何者かになろうとするから、苦しくなるんだろうなぁ。
僕は自分の理想をずっと探して、彷徨い続けていたのかもしれない。到達できるはずのない、遠い遠い理想のゴールに向かって。
10万円以上もしたイギリス製の革靴がそうだった。この一足さえあれば「史上最高の自分になれる」と信じて手に入れても、すぐにまた別の靴が欲しくなる。「あの靴があれば、より理想の自分に近づけるはずだ」と。終わりのない負の物欲サイクルを、僕は何度も繰り返してきた。
そんな状態の僕は、どんなに人に褒められても素直になれなかった。「まだまだです」とか「そんなお世辞でしょう」と軽く受け流してしまう。常に完璧主義のフィルターを通して自分を見ていたから、合格点なんてひとつも出せなかったんだよなぁ。もっと素直に受け取れていたら、もう少し早く自分を好きになれていたのかもしれない。
何者かになること。それが幻想であることを、そろそろ受け入れるべきなのだろう。仕事に追われて我が子の成長に気づけない親みたいに、僕は「今の自分」という一番大切な存在を見過ごしてしまっていた。

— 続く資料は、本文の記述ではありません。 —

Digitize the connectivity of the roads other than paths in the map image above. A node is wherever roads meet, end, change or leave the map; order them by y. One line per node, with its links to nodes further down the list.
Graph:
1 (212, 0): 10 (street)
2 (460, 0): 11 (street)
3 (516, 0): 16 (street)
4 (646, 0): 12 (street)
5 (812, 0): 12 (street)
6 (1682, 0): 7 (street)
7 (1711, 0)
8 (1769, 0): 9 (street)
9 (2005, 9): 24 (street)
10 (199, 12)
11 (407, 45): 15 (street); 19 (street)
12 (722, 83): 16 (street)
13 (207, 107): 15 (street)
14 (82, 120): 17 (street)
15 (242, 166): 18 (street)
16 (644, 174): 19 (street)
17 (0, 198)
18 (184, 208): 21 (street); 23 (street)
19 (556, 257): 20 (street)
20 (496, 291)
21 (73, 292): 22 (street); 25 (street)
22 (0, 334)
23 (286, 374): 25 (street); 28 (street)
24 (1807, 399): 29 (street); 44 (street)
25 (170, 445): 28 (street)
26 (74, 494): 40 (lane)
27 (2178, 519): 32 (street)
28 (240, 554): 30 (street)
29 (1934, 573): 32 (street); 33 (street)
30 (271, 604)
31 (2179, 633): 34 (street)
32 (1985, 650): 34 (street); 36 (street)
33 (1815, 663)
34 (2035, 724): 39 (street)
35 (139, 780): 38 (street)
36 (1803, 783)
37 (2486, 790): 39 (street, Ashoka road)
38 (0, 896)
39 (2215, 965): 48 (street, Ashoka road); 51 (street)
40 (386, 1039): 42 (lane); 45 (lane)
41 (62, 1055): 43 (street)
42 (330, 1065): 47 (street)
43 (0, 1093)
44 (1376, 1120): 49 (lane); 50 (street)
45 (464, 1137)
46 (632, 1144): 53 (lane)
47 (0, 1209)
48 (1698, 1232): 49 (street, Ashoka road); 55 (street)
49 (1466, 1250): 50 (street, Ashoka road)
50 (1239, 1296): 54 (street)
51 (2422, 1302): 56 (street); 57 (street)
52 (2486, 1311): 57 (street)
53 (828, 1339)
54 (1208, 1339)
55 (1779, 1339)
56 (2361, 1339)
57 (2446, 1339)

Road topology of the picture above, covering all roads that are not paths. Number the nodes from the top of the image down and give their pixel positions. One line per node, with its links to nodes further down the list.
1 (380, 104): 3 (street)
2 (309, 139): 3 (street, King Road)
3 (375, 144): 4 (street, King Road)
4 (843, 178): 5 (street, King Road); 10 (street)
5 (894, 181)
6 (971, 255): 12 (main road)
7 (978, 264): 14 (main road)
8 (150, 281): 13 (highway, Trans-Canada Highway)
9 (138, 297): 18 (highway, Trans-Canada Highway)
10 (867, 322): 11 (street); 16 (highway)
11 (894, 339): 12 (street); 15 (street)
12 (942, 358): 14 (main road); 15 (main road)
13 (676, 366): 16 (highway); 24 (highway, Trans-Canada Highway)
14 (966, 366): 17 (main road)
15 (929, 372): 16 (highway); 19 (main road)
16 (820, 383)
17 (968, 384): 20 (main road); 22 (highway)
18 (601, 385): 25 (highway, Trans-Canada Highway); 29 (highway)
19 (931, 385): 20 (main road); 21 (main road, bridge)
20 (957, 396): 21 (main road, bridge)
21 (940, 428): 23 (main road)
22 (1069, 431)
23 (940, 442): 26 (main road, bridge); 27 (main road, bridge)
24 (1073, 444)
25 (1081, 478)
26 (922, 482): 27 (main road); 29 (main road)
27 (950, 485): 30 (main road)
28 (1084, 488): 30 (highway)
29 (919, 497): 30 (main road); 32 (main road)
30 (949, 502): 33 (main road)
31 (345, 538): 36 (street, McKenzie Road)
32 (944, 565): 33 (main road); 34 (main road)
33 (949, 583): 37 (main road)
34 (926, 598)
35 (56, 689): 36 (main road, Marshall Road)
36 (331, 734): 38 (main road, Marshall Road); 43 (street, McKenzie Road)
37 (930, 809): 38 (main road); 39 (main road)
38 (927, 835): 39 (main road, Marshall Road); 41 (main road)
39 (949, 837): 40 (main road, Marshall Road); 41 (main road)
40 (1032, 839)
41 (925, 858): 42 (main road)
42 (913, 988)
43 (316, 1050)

そんな僕に今できること。それは幻想ではなく、現実に目を向けることなんだろう。 また何者かになりたくなって、苦しくなる日が来るかもしれない。けれど、もう「無いものねだり」はやめよう。すでに自分の中にあるものを、きちんと受け取ってあげたいなぁと思う。
これまで、たくさん幻想を見続けてきた。 けれど、そのおかげでファッションへの感性や、独自の愉しみ方という哲学を手にすることができた。だから、あの彷徨った時間は無駄でもないし、後悔することもない。
これからは、自分自身のことを我が子のように、優しく丁寧に見守ってあげたい。それが、僕が本当に成長していくための、唯一の道なのかもしれないな。
なんてことを思いつつも、メルカリで「いい靴ないかな」って探している自分がいる。どうしようもないけど、人は急には変われない。まっ、ちょっとずつ変わっていければいっか。